| REQUIRED ACTION |
Out of the listing below, copy every line that carries the string "SkFontStyle".

| RAW DATA |

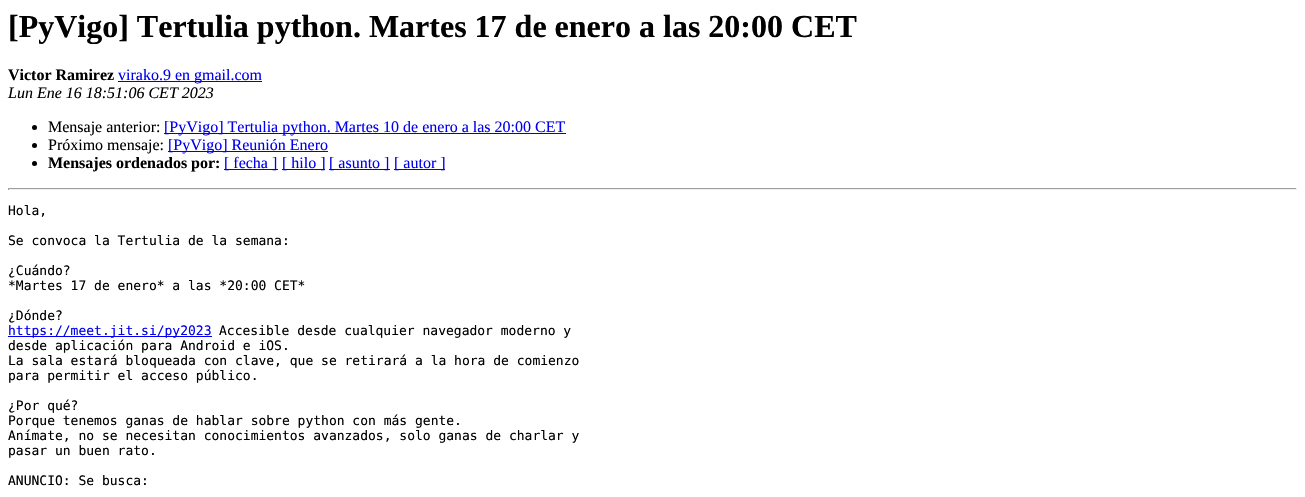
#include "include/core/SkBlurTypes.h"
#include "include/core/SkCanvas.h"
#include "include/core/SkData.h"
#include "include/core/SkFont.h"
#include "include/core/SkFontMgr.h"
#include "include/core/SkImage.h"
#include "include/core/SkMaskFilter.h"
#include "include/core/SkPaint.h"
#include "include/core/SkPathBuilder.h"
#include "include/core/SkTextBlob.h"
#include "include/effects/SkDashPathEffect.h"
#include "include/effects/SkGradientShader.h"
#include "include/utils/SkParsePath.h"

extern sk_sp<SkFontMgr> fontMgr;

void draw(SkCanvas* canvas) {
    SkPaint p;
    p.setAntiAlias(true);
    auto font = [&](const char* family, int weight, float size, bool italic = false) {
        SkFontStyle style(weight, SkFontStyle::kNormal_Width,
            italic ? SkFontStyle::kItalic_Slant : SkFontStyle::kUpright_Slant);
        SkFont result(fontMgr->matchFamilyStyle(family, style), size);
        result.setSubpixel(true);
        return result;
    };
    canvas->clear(0xFFFFFFFF);
    auto font1 = font("Liberation Serif", 700, 32);
    p.setColor(0xFF000000);
    canvas->drawString("[PyVigo] Tertulia python. Martes 17 de enero a las 20:00 CET", 8, 37, font1, p);
    auto font2 = font("Liberation Serif", 700, 16);
    canvas->drawString("Victor Ramirez", 8, 80, font2, p);
    p.setColor(0xFF0000EE);
    canvas->drawRect(SkRect::MakeLTRB(118, 81, 262, 82), p);
    auto font3 = font("Liberation Serif", 400, 16);
    canvas->drawString("virako.9 en gmail.com", 118, 80, font3, p);
    auto font4 = font("Liberation Serif", 400, 16, true);
    p.setColor(0xFF000000);
    canvas->drawString("Lun Ene 16 18:51:06 CET 2023", 8, 98, font4, p);
    canvas->drawCircle(34.5f, 127.5f, 2.5f, p);
    canvas->drawString("Mensaje anterior:", 48, 132, font3, p);
    p.setColor(0xFF0000EE);
    canvas->drawRect(SkRect::MakeLTRB(164, 133, 566, 134), p);
    canvas->drawString("[PyVigo] Tertulia python. Martes 10 de enero a las 20:00 CET", 164, 132, font3, p);
    p.setColor(0xFF000000);
    canvas->drawCircle(34.5f, 145.5f, 2.5f, p);
    canvas->drawString("Próximo mensaje:", 48, 150, font3, p);
    p.setColor(0xFF0000EE);
    canvas->drawRect(SkRect::MakeLTRB(168, 151, 328, 152), p);
    canvas->drawString("[PyVigo] Reunión Enero", 168, 150, font3, p);
    p.setColor(0xFF000000);
    canvas->drawCircle(34.5f, 163.5f, 2.5f, p);
    canvas->drawString("Mensajes ordenados por:", 48, 168, font2, p);
    p.setColor(0xFF0000EE);
    canvas->drawRect(SkRect::MakeLTRB(224, 169, 278, 170), p);
    canvas->drawString("[ fecha ]", 224, 168, font3, p);
    canvas->drawRect(SkRect::MakeLTRB(282, 169, 325, 170), p);
    canvas->drawString("[ hilo ]", 282, 168, font3, p);
    canvas->drawRect(SkRect::MakeLTRB(329, 169, 390, 170), p);
    canvas->drawString("[ asunto ]", 329, 168, font3, p);
    canvas->drawRect(SkRect::MakeLTRB(394, 169, 445, 170), p);
    canvas->drawString("[ autor ]", 394, 168, font3, p);
    {
        const struct { float l, t, r, b; SkColor color; } items[] = {
            {8, 188, 1297, 189, 0xFF9F9F9F},
            {1296, 188, 1297, 190, 0xFFEEEEEE},
            {8, 189, 1297, 190, 0xFFEEEEEE},
            {8, 188, 9, 190, 0xFF9F9F9F},
        };
        for (auto [l, t, r, b, color] : items) {
            p.setColor(color);
            canvas->drawRect(SkRect::MakeLTRB(l, t, r, b), p);
        }
    }
    auto font5 = font("DejaVu Sans Mono", 400, 13);
    p.setColor(0xFF000000);
    {
        const struct { const char* s; float x, y; } items[] = {
            {"Hola,", 8, 215},
            {"Se convoca la Tertulia de la semana:", 8, 245},
            {"¿Cuándo?", 8, 275},
            {"*Martes 17 de enero* a las *20:00 CET*", 8, 290},
            {"¿Dónde?", 8, 320},
        };
        for (auto [s, x, y] : items) {
            canvas->drawString(s, x, y, font5, p);
        }
    }
    p.setColor(0xFF0000EE);
    canvas->drawRect(SkRect::MakeLTRB(8, 336, 212, 337), p);
    canvas->drawString("https://meet.jit.si/py2023", 8, 335, font5, p);
    p.setColor(0xFF000000);
    {
        const struct { const char* s; float x, y; } items[] = {
            {"Accesible desde cualquier navegador moderno y", 219, 335},
            {"desde aplicación para Android e iOS.", 8, 350},
            {"La sala estará bloqueada con clave, que se retirará a la hora de comienzo", 8, 365},
            {"para permitir el acceso público.", 8, 380},
            {"¿Por qué?", 8, 410},
            {"Porque tenemos ganas de hablar sobre python con más gente.", 8, 425},
            {"Anímate, no se necesitan conocimientos avanzados, solo ganas de charlar y", 8, 440},
            {"pasar un buen rato.", 8, 455},
            {"ANUNCIO: Se busca:", 8, 485},
        };
        for (auto [s, x, y] : items) {
            canvas->drawString(s, x, y, font5, p);
        }
    }
}
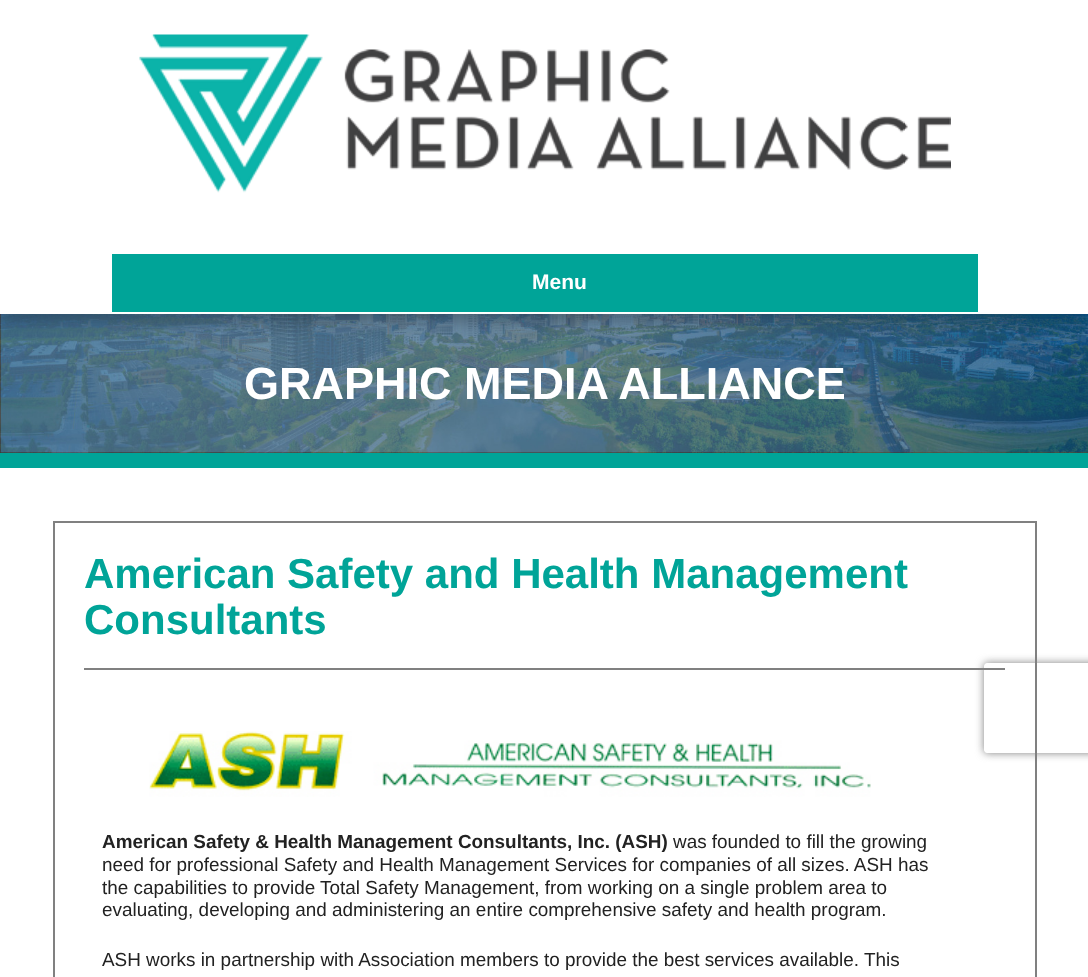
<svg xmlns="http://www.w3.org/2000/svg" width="1088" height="977">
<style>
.a{font:bold 21px Liberation Sans;fill:#fff}
.b{font:bold 45px Liberation Sans;fill:#fff}
.c{font:bold 42px Liberation Sans;fill:#00a498}
.d{font:bold 18.9px Liberation Sans;fill:#222}
.e{font:18.9px Liberation Sans;fill:#222}
</style>
<defs>
<clipPath id="clip1"><path d="M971 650h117v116h-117zm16 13h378c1.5 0 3 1.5 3 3v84c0 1.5-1.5 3-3 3h-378c-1.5 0-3-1.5-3-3v-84c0-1.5 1.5-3 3-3z" clip-rule="evenodd"/></clipPath>
</defs>
<rect width="100%" height="100%" fill="#fff"/>
<image href="2.png" x="0" y="314" width="1088" height="139"/>
<path fill="#00000026" filter="blur(11px)" d="M0 6h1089v314H0z"/>
<path fill="#0000002e" filter="blur(8px)" d="M0 8h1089v313H0z"/>
<path fill="#fff" d="M0 0h1088v314H0z"/>
<image href="1.png" x="139" y="34" width="812" height="159"/>
<path fill="#00a498" d="M112 254h866v58H112z"/>
<path fill="#00a498" d="M0 453h1088v15H0z"/>
<path fill="none" stroke="#808080" stroke-width="2" d="M54 522h982v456H54z"/>
<path fill="#808080" d="M84 668h921v2H84z"/>
<g clip-path="url(#clip1)">
<rect fill="#808080" filter="blur(4px)" x="984" y="663" width="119" height="90" rx="3"/>
</g>
<image href="3.png" x="149" y="731" width="722" height="66"/>
<text class="a" x="532" y="289">Menu</text>
<text class="b" x="244" y="399">GRAPHIC MEDIA ALLIANCE</text>
<text class="c" x="84" y="588">American Safety and Health Management</text>
<text class="c" x="84" y="634">Consultants</text>
<text class="d" x="102" y="848">American Safety &amp; Health Management Consultants, Inc. (ASH)</text>
<text class="e" x="673" y="848">was founded to fill the growing</text>
<text class="e" x="102" y="871">need for professional Safety and Health Management Services for companies of all sizes. ASH has</text>
<text class="e" x="102" y="894">the capabilities to provide Total Safety Management, from working on a single problem area to</text>
<text class="e" x="102" y="916">evaluating, developing and administering an entire comprehensive safety and health program.</text>
<text class="e" x="102" y="966">ASH works in partnership with Association members to provide the best services available. This</text>
</svg>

| REPLY |
        SkFontStyle style(weight, SkFontStyle::kNormal_Width,
            italic ? SkFontStyle::kItalic_Slant : SkFontStyle::kUpright_Slant);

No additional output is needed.